Task requirements:
Go line by line through the entries and show those that hold the string "main".

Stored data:
- - - - - - -
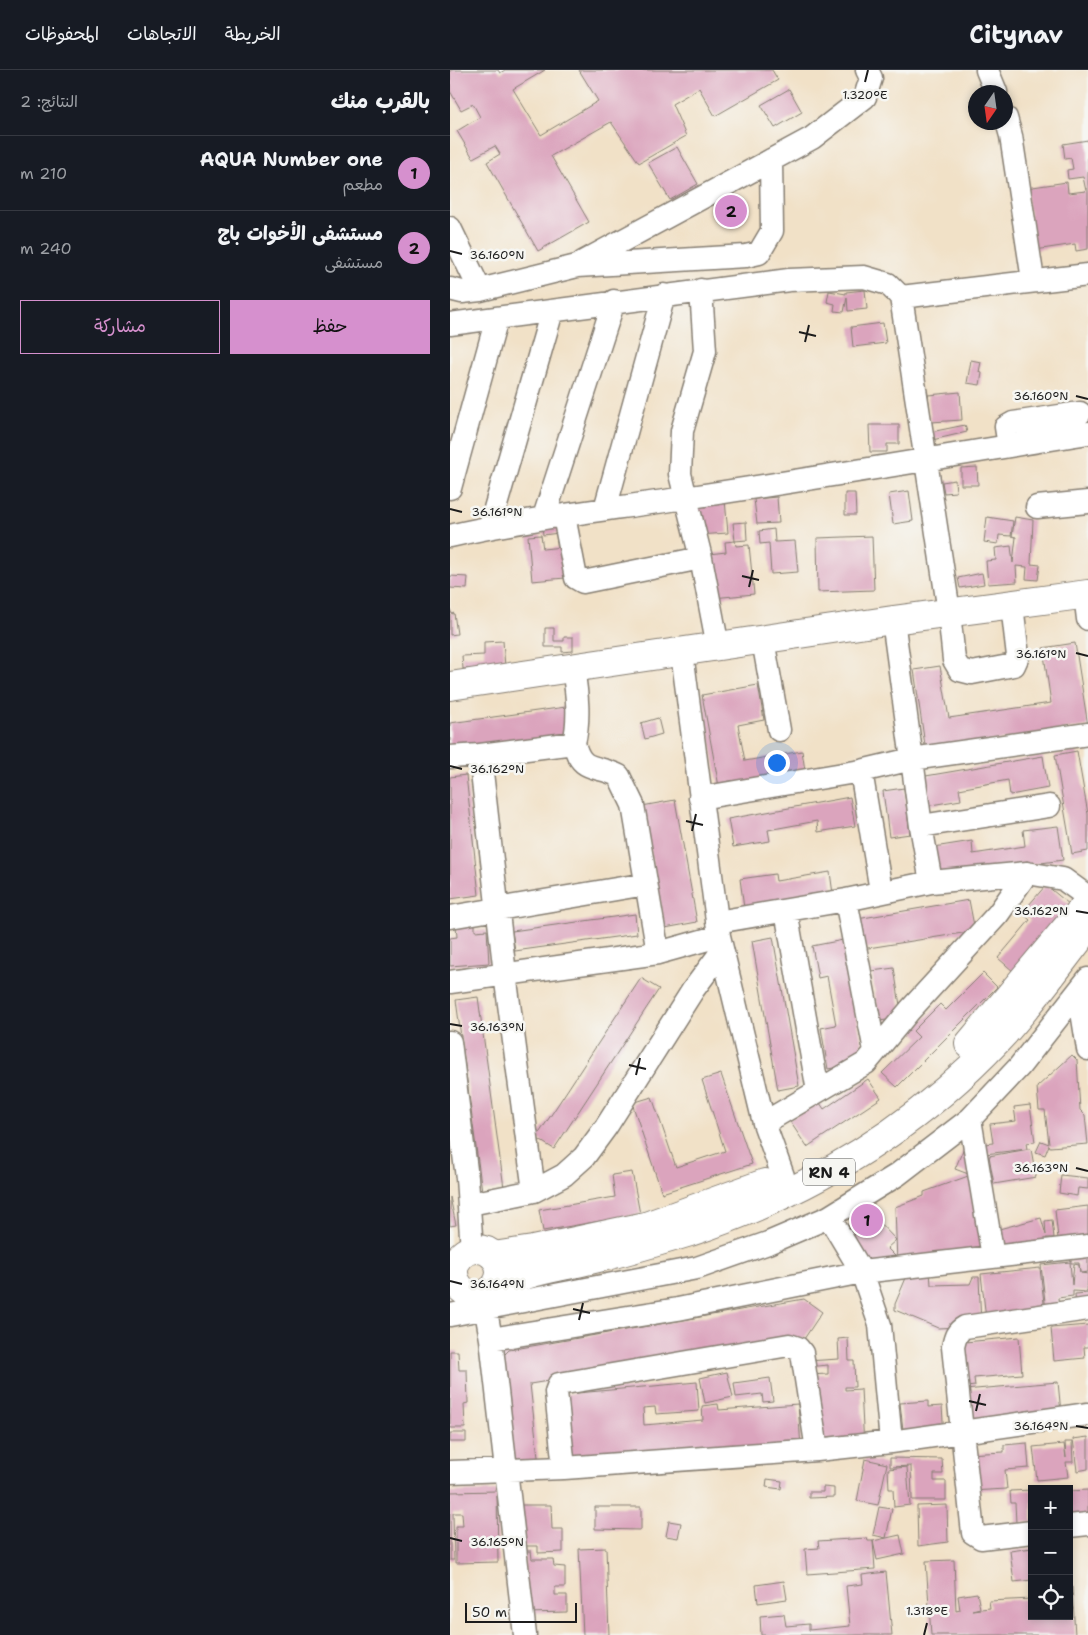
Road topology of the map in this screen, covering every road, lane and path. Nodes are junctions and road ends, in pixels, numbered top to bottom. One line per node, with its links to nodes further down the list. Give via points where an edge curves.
1 (867, 70): 5 (street, via 871,78 866,97 812,138)
2 (987, 70): 3 (street)
3 (993, 85)
4 (1009, 130): 9 (street)
5 (771, 160): 7 (street); 7 (street, via 772,231 759,253 728,258)
6 (450, 228): 11 (street)
7 (577, 266): 11 (street)
8 (1088, 275): 9 (street)
9 (1033, 280): 14 (street)
10 (450, 289): 11 (street, via 462,292)
11 (480, 290)
12 (701, 290): 13 (street); 14 (street, via 789,280 864,277 888,284); 22 (street, via 705,351 682,431 680,474)
13 (664, 295): 15 (street); 25 (street)
14 (901, 297): 20 (street)
15 (614, 301): 16 (street); 26 (street)
16 (552, 311): 17 (street); 27 (street)
17 (497, 318): 18 (street); 21 (street)
18 (450, 324)
19 (1084, 423): 20 (street, via 1009,446)
20 (925, 459): 22 (street); 32 (street)
21 (450, 488)
22 (685, 498): 25 (street); 29 (street)
23 (1088, 502): 24 (street)
24 (1037, 507)
25 (605, 509): 26 (street)
26 (554, 517): 27 (street); 29 (street, via 576,578 583,582)
27 (490, 526): 28 (street)
28 (450, 536)
29 (701, 558): 35 (street)
30 (1087, 602): 31 (main road)
31 (1012, 605): 32 (main road); 32 (street, via 1018,656 1014,664 972,673 960,670 954,660)
32 (949, 612): 33 (main road)
33 (893, 620): 34 (main road); 44 (street)
34 (763, 640): 35 (main road); 39 (street)
35 (718, 647): 36 (main road)
36 (682, 652): 37 (main road); 46 (street)
37 (573, 668): 38 (main road); 41 (street, via 578,694)
38 (450, 686)
39 (779, 730)
40 (1088, 734): 44 (street)
41 (574, 743): 42 (street); 51 (street, via 580,760 587,766 613,773 623,782 633,805)
42 (480, 755): 43 (street); 56 (street)
43 (450, 757)
44 (912, 759): 45 (street); 48 (street)
45 (861, 771): 46 (street); 52 (street)
46 (700, 798): 60 (street)
47 (1049, 806): 48 (street)
48 (921, 826): 50 (street)
49 (1027, 873): 50 (street); 53 (street, via 1063,879); 67 (street, via 998,914)
50 (931, 882): 52 (street)
51 (646, 884): 56 (street); 61 (street)
52 (881, 891): 54 (street)
53 (1088, 896)
54 (846, 900): 57 (street); 67 (street)
55 (1088, 902): 72 (main road, RN 4, via 988,1022 938,1074 839,1147)
56 (498, 908): 58 (street); 62 (street)
57 (786, 911): 60 (street); 68 (street)
58 (450, 917)
59 (1088, 928): 81 (main road, RN 4, via 1030,1003 974,1065 916,1114 810,1183 734,1215 632,1249 525,1274)
60 (719, 936): 61 (street); 71 (street); 74 (street, via 693,990 606,1127 584,1157 564,1175)
61 (658, 953): 62 (street)
62 (505, 974): 63 (street); 74 (street)
63 (450, 982)
64 (1084, 996): 66 (street); 70 (street)
65 (450, 1042): 69 (street)
66 (1088, 1049)
67 (876, 1051): 68 (street, via 856,1070)
68 (818, 1091): 71 (street)
69 (453, 1092): 73 (street)
70 (970, 1119): 76 (street, via 897,1175); 78 (street)
71 (764, 1123): 72 (street)
72 (783, 1176): 79 (main road, RN 4, via 646,1226 533,1250)
73 (459, 1180): 75 (street)
74 (534, 1191): 75 (street)
75 (470, 1204): 79 (street)
76 (829, 1217): 80 (street); 81 (street, via 768,1244 696,1268)
77 (1088, 1246): 78 (street)
78 (994, 1257): 80 (street)
79 (468, 1258): 81 (main road, via 455,1278); 81 (main road, via 498,1264 500,1273 498,1282)
80 (862, 1272): 84 (street, via 678,1309); 87 (street, via 880,1326)
81 (475, 1295): 83 (street); 84 (street)
82 (1088, 1308): 86 (street, via 960,1330 953,1347)
83 (450, 1315)
84 (491, 1340): 91 (street)
85 (1088, 1414): 86 (street)
86 (962, 1431): 87 (street); 94 (street, via 973,1533 981,1538)
87 (891, 1442): 88 (street)
88 (817, 1450): 89 (street); 89 (street, via 802,1353 789,1345 559,1384 556,1392)
89 (564, 1468): 91 (street)
90 (450, 1472): 91 (street)
91 (505, 1472): 95 (street)
92 (1088, 1524): 93 (street)
93 (1073, 1526)
94 (1028, 1532)
95 (525, 1635)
- - - - - - -
Response below:
30 (1087, 602): 31 (main road)
31 (1012, 605): 32 (main road); 32 (street, via 1018,656 1014,664 972,673 960,670 954,660)
32 (949, 612): 33 (main road)
33 (893, 620): 34 (main road); 44 (street)
34 (763, 640): 35 (main road); 39 (street)
35 (718, 647): 36 (main road)
36 (682, 652): 37 (main road); 46 (street)
37 (573, 668): 38 (main road); 41 (street, via 578,694)
55 (1088, 902): 72 (main road, RN 4, via 988,1022 938,1074 839,1147)
59 (1088, 928): 81 (main road, RN 4, via 1030,1003 974,1065 916,1114 810,1183 734,1215 632,1249 525,1274)
72 (783, 1176): 79 (main road, RN 4, via 646,1226 533,1250)
79 (468, 1258): 81 (main road, via 455,1278); 81 (main road, via 498,1264 500,1273 498,1282)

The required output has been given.